フツウの女の子が出歩かないような時間帯にこの店に入ったつもりだったんだけどなぁ。普段と絶対違うであろう客層を見て納得。ああ、そういうことですか。モテる男はつらいね。このまま女性陣を引き連れて城下に……とか考えたくもない。きっと城下に入ったらどんどん女性陣は膨れ上がるだろうし。
「あー、ま、そういやそうか。レティの身の安全についても考えなきゃだしな」
つまらなそうにジェイが言った。
「……流石にあんたたちと歩いてるからって一国の王女を傷つけようとか、そこまでの女の子はいないと思うけど?」
「ズレてんな、お前。王族を害しようなんて人間は、どこの城下にもいるもんなんだよ」
は?
「まぁ、俺たちは今のところこの近辺で一番敵に回したくないであろう四人組だから、そうそうヤバいことはないとは思うけどな」
「しかし用心しないよりはしておいた方がいいだろう。人が多くなればそれだけ護衛もしにくくなる」
「護衛だなんて……大丈夫ですよ、レティさん。夜陰に乗じて、城下に入りましょう。裏通りを通って城に行って、通用門から入れば、誰もレティさんだとは気づきませんよ」
にっこり笑って盗賊顔負けのことを言い出したクリスを軽く睨む。が、クリスにはさっぱり通じてないらしくさわやかに微笑み返された。
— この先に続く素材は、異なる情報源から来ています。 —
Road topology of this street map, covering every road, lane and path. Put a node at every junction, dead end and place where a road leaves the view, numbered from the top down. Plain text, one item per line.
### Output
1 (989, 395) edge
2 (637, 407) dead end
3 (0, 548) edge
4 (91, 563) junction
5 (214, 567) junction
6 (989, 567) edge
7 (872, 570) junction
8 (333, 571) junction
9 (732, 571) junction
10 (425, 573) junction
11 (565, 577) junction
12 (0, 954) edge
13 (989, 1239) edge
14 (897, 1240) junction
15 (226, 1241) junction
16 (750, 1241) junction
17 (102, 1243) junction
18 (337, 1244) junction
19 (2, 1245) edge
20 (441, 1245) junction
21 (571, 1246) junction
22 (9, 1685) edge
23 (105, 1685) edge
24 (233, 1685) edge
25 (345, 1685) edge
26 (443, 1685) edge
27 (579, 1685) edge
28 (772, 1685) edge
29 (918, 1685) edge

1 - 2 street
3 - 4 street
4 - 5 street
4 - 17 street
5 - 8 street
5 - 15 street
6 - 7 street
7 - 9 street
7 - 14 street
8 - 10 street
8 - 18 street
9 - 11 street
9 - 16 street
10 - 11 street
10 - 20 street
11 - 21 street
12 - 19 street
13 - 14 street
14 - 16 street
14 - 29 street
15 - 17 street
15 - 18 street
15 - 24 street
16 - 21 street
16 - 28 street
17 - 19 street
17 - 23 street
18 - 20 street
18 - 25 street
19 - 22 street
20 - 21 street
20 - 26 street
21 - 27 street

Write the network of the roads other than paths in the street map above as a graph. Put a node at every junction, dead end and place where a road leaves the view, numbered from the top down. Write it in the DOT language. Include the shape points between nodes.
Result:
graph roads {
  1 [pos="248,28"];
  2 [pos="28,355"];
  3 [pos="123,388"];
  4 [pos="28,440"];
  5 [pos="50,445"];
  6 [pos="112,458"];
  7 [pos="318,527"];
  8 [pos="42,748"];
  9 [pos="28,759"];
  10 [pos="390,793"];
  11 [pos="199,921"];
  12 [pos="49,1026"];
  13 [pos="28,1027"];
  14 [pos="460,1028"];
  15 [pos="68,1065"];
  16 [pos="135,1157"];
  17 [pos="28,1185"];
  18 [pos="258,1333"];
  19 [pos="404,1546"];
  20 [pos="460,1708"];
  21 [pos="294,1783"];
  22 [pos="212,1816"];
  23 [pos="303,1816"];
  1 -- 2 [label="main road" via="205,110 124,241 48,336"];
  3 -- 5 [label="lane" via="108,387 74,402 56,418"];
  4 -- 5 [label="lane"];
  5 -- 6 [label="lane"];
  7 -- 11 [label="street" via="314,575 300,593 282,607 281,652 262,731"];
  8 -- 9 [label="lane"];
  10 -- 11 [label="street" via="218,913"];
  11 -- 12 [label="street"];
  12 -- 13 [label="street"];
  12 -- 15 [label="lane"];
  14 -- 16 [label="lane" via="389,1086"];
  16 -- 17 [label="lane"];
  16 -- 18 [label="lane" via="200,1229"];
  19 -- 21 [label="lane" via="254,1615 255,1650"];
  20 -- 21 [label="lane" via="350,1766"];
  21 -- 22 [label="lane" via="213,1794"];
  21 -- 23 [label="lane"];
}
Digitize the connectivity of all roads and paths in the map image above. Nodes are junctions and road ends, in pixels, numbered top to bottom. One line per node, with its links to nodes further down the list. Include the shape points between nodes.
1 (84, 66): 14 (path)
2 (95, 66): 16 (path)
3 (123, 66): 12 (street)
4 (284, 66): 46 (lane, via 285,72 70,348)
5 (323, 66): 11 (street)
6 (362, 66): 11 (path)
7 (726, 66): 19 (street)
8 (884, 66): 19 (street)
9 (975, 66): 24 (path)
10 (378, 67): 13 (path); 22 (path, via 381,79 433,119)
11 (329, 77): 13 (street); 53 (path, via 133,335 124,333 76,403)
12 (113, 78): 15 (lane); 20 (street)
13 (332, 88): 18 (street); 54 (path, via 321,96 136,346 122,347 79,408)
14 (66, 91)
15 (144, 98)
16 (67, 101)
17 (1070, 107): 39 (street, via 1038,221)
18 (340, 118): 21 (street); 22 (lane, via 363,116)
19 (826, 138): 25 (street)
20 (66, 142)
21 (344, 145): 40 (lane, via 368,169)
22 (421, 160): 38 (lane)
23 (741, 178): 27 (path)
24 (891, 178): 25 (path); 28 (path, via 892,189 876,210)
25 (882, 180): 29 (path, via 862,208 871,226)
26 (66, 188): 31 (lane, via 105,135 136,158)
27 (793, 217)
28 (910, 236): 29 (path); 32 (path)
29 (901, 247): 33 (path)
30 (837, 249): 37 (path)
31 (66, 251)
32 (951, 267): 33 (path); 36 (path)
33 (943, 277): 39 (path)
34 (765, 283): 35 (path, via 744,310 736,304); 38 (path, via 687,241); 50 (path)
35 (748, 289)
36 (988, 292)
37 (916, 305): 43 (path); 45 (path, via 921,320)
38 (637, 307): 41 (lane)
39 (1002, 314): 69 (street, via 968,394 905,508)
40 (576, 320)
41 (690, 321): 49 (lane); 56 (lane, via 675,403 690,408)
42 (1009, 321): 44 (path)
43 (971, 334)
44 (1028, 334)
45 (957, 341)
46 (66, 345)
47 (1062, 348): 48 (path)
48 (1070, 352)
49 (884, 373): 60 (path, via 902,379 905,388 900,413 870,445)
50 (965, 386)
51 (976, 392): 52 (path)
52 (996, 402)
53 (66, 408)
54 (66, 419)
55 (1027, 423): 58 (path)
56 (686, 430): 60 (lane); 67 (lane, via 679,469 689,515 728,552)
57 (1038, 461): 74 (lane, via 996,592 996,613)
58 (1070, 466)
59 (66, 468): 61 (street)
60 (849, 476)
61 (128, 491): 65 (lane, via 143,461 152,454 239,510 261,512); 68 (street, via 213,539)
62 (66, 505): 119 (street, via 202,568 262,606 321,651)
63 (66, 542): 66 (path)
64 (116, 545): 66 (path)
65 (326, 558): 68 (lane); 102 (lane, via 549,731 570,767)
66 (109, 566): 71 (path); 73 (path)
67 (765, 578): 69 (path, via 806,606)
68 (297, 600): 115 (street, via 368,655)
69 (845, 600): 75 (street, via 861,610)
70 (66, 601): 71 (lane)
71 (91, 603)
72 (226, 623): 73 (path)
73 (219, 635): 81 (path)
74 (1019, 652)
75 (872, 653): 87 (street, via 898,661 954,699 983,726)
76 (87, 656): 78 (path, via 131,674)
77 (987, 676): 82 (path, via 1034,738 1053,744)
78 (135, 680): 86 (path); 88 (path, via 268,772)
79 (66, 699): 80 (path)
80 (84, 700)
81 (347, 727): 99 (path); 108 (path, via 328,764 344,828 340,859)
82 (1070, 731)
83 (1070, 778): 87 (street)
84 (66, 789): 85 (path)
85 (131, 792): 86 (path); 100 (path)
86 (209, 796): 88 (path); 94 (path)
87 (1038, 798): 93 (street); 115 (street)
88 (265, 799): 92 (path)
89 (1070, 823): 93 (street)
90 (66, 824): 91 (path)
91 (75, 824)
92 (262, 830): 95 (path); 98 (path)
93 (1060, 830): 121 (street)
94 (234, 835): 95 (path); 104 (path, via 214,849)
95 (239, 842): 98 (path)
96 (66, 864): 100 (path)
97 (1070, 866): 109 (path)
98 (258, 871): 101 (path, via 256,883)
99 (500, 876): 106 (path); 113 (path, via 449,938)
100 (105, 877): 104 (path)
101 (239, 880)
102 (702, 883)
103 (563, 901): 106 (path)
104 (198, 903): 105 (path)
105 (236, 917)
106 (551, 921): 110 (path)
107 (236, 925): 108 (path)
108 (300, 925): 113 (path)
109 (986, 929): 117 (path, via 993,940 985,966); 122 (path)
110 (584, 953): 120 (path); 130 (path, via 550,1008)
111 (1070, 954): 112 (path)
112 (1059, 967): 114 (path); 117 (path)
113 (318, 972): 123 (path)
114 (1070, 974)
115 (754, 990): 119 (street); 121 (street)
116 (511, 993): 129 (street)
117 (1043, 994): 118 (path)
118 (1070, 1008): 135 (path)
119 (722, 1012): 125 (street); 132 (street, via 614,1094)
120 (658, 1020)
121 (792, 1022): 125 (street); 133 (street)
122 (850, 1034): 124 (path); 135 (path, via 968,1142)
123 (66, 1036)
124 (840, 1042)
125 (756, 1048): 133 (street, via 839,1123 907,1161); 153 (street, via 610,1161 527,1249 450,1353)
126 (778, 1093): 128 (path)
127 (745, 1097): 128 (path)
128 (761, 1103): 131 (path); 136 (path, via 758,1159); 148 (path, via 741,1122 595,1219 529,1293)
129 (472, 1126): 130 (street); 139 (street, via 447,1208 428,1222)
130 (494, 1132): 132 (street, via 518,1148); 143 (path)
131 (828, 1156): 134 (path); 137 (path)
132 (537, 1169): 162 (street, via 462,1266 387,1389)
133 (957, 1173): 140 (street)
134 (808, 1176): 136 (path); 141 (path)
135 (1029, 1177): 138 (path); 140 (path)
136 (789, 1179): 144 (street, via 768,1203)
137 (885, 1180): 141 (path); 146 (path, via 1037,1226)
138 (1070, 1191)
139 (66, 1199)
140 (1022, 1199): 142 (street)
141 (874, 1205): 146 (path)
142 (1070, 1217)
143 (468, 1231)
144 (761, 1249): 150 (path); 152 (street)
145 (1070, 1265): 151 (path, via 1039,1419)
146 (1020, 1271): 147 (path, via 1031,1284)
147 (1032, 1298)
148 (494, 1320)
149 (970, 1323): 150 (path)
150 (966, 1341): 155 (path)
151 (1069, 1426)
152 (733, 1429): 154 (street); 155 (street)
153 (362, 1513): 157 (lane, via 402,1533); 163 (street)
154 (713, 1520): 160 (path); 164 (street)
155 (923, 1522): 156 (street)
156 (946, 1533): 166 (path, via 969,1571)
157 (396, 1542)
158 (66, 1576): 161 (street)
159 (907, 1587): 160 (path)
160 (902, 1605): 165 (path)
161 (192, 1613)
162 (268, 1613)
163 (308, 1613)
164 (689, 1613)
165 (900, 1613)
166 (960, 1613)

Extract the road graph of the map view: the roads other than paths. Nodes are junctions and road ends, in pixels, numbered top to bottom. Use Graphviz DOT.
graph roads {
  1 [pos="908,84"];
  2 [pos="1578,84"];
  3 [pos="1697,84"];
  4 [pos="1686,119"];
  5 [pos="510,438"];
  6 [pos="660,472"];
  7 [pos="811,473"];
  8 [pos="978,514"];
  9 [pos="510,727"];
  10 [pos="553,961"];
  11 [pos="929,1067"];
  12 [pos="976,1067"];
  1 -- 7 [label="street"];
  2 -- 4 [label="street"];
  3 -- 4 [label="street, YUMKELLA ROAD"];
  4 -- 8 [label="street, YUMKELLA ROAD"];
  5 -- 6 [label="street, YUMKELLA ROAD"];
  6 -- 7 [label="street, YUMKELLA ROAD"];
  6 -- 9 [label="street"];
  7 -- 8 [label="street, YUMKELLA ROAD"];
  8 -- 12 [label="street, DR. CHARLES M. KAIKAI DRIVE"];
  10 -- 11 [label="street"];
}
なんで自分の城に帰るのに夜陰に乗じて通用門から出入りしなきゃいけないんだ?
「じゃ俺は後でアデルに連絡しておく。明日帰るけど、お祭り騒ぎにはするなって」
キースがいう「アデル」とは我がクィンバート国の宰相アデルハートのこと。
この旅の最中も魔法でちょくちょく連絡を取っていたようだ。そりゃそうよね、一国の王女が一緒なわけだし。
「じゃ明日の出立は、お昼ごろってこと?」
「……いや、朝イチで出て、ご婦人方を撒こう」
「ま、しょーがないか。大勢引き連れて凱旋ってのはまた今度だな」
こっちを見てるミーハーな女の子に愛想よく手を振りながら、ジェイがアホなことを言う。目立ちたがり屋だなぁ。
「お待たせいたしましたー。モツ煮込みとサイコロステーキと手羽先とメンチカツと串揚げと焼き鳥盛り合わせとサラダとビールになります。ご注文は以上で宜しかったですか?」
肉ばっかりじゃないか!
明日早いんなら、軽めにして早く寝よう。そうしよう。と思っていたのに!
「すみません、お嬢さん、ビールもう一杯もらえるかな?」
「じゃぁわたしはお茶をいただけますか」
「あ、おねーさん、ピザとフライドポテトとソーセージ盛り合わせ追加で。レティは?」
「あーもう!食べるわよ!飲むわよ! おねーさん、ビールわたしにも追加!」
もー、旅は終わりなのに、太っちゃうよ……。